Tanto en su último cortometraje, Rosa Rosae. La guerra civil, como en Ana y los lobos, Saura destaca la violencia ocasionada por la Guerra Civil Española. Ahora, su preocupación se dilata hasta el otro lado del océano. Es evidente que los conflictos y las tradiciones de los países latinoparlantes obsesionan al cineasta. Por consiguiente, ambas cuestiones se entremezclan para plasmar la realidad presente y pasada de México, relacionándola con la de España. No obstante, la agresividad no se plantea con dureza desde el inicio. Todo lo contrario, la luminosidad que incorpora la faceta melódica y los matices tenebrosos de la precariedad social se complementan, aportando profundidad a su discurso. Asimismo, su mensaje se materializa en el escenario mediante la silla de ruedas de Sara. La intérprete se levanta y se sienta en ella dependiendo del momento dramático, no de la linealidad del filme. Por eso mismo, la silla de ruedas es el único elemento que trasciende la metaficción planteada por Carlos Saura.
El director expresa, a través de los labios de Manuel, su desprecio por los artificios hollywoodenses. Su intención es crear un musical que se aleje del glamur, para mostrar historias palpables. Objetivo que, sin duda alguna, cumple. Sin embargo, sacrifica ciertos aspectos narrativos para conseguirlo. La fórmula que esboza es original en su desarrollo, aunque no alcanza a compaginar orgánicamente las tramas. Se pierde en su concepción autorreferencial, la cual dista al desenlace de sus pretensiones iniciales. Así, la conclusión es difusa e inacabada. Pese a ello, es evidente la adoración del autor hacia el género. La fusión de la estructura teatral con la fílmica denota dedicación y una intensa investigación. Como resultado, la pieza rezuma veracidad y ternura.

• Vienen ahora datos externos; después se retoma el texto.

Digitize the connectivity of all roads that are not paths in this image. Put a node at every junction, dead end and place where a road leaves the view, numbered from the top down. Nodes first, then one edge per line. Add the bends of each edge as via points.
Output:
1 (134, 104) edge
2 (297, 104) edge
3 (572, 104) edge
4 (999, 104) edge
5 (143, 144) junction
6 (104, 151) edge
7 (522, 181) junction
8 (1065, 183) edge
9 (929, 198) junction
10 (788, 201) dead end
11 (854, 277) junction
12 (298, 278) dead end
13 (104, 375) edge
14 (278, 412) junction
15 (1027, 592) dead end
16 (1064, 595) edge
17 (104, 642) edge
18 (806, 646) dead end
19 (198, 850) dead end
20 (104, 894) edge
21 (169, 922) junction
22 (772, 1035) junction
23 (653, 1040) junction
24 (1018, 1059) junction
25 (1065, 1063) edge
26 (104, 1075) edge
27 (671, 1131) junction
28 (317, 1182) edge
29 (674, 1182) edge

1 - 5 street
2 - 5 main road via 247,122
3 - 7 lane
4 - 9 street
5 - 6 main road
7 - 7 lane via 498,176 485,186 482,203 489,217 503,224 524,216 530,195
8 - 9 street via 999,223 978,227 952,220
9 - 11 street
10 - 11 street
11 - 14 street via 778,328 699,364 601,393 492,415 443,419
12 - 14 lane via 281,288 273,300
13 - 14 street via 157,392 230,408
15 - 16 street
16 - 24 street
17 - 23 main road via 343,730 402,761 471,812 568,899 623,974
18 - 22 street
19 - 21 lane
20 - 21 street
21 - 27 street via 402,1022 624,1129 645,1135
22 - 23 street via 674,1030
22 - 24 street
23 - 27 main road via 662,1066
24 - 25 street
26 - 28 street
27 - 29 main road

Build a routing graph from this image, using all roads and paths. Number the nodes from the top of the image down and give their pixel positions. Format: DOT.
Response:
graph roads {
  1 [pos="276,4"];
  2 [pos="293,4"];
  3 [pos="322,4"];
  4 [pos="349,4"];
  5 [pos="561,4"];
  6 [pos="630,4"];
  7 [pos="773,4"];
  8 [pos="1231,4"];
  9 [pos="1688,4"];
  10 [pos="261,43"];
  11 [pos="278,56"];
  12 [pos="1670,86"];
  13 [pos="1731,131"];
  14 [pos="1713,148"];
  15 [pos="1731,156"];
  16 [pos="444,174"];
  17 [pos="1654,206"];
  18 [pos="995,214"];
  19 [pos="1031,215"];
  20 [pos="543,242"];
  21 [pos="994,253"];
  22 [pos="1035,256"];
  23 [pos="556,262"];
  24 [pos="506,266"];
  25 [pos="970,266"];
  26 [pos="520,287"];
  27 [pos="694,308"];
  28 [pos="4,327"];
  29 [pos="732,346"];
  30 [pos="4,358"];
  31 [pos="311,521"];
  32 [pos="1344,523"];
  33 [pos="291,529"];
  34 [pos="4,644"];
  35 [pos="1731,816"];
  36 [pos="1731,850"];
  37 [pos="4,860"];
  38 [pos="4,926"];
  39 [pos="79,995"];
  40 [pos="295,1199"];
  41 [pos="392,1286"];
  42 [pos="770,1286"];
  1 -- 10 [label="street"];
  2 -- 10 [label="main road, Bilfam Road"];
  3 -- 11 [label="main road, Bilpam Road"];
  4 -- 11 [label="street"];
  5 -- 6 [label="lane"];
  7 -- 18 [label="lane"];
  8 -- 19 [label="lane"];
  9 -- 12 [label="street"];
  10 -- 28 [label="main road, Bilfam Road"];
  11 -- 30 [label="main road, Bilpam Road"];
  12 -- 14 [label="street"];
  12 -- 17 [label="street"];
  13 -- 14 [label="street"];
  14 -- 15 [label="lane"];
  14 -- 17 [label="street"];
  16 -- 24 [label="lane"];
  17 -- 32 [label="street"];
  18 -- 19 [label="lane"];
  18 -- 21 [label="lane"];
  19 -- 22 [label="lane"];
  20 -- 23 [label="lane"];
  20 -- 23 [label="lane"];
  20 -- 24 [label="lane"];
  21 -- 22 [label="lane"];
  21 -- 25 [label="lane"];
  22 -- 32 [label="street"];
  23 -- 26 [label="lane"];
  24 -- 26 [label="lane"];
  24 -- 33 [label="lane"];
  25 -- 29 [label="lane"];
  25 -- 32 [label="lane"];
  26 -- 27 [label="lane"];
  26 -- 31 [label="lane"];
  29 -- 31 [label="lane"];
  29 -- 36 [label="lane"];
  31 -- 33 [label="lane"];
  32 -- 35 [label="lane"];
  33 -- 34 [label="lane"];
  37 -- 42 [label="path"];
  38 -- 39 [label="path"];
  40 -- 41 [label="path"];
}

Siguiendo las reglas que se autoimpone el propio Saura, los actores trasmiten una naturalidad que reivindica la tesis del largometraje. Los roles de cada uno se agrupan por edades, siendo los más jóvenes más brillantes y llamativos. En contraposición, Ana de la Reguera y Manuel García Rulfo, los adultos, son el ancla con la realidad. Si bien sus apariciones son ocasionales, cargan en sus hombros el peso del metacine. Gracias a sus interpretaciones, instalar una doble dimensión se hace posible. De igual manera, sobresale la banda sonora, conquistando el papel protagonista. Pues es el motor que impulsa los acontecimientos. Ya que, a pesar de no tener voz, sus variados ritmos entonan el grito de dos pueblos.